Quel rôle particulier joue Eau de Paris au sein du collectif ?
La qualité de l'eau est aussi au centre de nos préoccupations. Eau de Paris travaille donc à la prévention à la source des pollutions pour améliorer la qualité de l'eau potable. Eau de Paris travaille avec les agriculteurs et agricultrices situés sur les aires de captage (5.200) pour les accompagner vers une réduction du recours aux pesticides. Elle paie le surcroit de travail des agriculteurs et ce qu'on appelle "le coût de l'occasion perdue" ou les "paiements pour services environnementaux" (PSE). Ce dispositif incite les agriculteurs et agricultrices à s'engager à réduire, voire supprimer l'usage d’engrais et de pesticides, à adopter des modes de culture durables et/ou biologiques ou encore à cultiver davantage de prairies. En échange, Eau de Paris les accompagne, leur fournit un conseil technique et leur apporte un appui financier (entre 150 et 450 euros par hectare). Le projet bénéficie d'un budget de 47 millions d'euros sur 10 ans et est financé à 80% par l'Agence de l'eau Seine-Normandie.
Quelles sont les principales difficultés ?
Elles sont principalement logistiques. Aujourd'hui, l'essentiel des produits est acheminé par la route. AgriParis Seine permet aux membres de s'associer et de se structurer pour limiter les coûts de transport et de stockage aussi. Pour les derniers kilomètres, le vélo cargo est parfois utilisé. On pourrait imaginer qu'à l'avenir le véhicule soit la Seine mais nous n'y sommes pas encore.
Le modèle d'AgriParis Seine pourrait-il être duplicable ?
Ce qui est sûr c'est que notre modèle suscite de l'intérêt.
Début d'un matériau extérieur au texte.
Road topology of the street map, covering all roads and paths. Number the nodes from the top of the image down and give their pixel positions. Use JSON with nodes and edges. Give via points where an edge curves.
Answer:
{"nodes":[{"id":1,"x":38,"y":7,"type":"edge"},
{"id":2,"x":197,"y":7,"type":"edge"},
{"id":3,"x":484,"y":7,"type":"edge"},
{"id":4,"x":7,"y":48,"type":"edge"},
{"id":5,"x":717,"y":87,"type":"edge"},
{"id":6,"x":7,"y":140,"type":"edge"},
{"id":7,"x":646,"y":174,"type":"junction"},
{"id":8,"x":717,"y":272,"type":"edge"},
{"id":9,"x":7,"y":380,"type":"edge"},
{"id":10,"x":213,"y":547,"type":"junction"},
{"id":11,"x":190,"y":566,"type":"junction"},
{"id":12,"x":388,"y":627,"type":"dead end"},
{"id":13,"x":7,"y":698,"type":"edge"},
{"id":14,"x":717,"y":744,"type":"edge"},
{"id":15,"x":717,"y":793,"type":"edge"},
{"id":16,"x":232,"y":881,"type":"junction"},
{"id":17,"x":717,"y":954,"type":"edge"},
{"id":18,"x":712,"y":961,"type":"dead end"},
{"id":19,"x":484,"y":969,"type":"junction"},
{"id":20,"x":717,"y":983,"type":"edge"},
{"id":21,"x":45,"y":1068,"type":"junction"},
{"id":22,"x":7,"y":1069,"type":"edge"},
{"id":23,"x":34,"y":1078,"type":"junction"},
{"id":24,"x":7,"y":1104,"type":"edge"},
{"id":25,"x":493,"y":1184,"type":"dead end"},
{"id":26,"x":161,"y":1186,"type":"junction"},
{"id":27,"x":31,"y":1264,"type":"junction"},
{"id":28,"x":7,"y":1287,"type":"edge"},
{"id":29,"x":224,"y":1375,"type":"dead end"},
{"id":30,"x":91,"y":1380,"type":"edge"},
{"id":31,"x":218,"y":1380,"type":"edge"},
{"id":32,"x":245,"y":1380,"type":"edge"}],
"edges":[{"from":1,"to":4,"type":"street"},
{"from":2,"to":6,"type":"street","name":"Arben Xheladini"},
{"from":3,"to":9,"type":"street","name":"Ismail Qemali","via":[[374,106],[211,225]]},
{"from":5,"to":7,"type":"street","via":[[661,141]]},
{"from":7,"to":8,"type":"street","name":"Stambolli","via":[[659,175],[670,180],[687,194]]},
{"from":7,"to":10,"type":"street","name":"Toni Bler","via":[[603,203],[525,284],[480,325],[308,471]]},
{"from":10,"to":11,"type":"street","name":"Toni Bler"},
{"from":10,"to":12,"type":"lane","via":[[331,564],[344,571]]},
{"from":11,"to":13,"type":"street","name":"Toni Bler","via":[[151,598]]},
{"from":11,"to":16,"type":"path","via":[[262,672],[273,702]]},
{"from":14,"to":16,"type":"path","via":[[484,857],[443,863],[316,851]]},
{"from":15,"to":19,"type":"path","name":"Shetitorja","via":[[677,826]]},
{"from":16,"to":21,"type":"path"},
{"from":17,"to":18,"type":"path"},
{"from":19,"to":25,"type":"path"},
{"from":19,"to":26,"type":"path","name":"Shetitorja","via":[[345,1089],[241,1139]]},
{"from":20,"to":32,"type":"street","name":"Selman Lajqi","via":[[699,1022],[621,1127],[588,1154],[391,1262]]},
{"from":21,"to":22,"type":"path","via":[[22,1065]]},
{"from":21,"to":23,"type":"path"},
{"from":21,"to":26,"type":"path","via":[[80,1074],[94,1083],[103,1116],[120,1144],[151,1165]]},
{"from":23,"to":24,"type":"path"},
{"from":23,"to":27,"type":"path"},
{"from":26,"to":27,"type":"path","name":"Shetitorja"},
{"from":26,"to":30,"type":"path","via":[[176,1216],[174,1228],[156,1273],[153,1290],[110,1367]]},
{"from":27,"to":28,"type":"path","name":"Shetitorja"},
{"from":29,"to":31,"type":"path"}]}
Le modèle du bassin versant me semble être un modèle très astucieux car très complémentaire entre les différents territoires d'AgriParis Seine. Les territoires normands apportent la production de lait, fromage, herbages bio, Le Havre Seine Métropole une diversité de productions comme l'élevage bovin, les grandes cultures céréalières et le maraichage, l'Yonne pour la production d'oléagineux, la métropole de Rouen Normandie pour la polyculture et l'élevage, etc. La logique de bassin versant est vraiment intéressante – on pourrait imaginer quelque chose de semblable autour du bassin de l'Adour, au sud-ouest du bassin de la Garonne, par exemple – mais le bassin versant n'est pas l'unique modèle, d'autres organisations peuvent s'envisager. L'idée serait que les fermes elles-mêmes créent des emplois pour développer une agriculture diversifiée ce qui donnerait une plus grande résilience.
Effectivement, les agricultrices et agriculteurs en bio ont vu la commande baisser ces derniers temps…
Malgré les différentes sensibilités politiques représentées au sein de ParisAgri Seine, il y a unanimité sur le cahier des charges. Une volonté de proposer de bons produits, donner aux agriculteurs l'assurance d'un marché économique stable. Il y a une demande croissante de la société civile, le mouvement s'élargit…même si, en effet, la période du Covid, la guerre en Ukraine, ont fragilisé ce mouvement et créée beaucoup d'incertitude chez les agriculteurs. Ce qui est sûr, c'est que la commande publique en bio des collectivités territoriales les rassure.
Aujourd'hui, il y a une prise de conscience qu'on ne peut plus continuer comme avant, que l'agriculture intensive en produits chimiques est suicidaire. Il faudrait que la Politique agricole commune (PAC) cesse de subventionner l'agriculture à l'hectare et rémunère plutôt le travail. En attendant, les collectivités territoriales l'ont compris en finançant un service environnemental et en prenant en compte le coût des opportunités perdues : elles ont un rôle à jouer.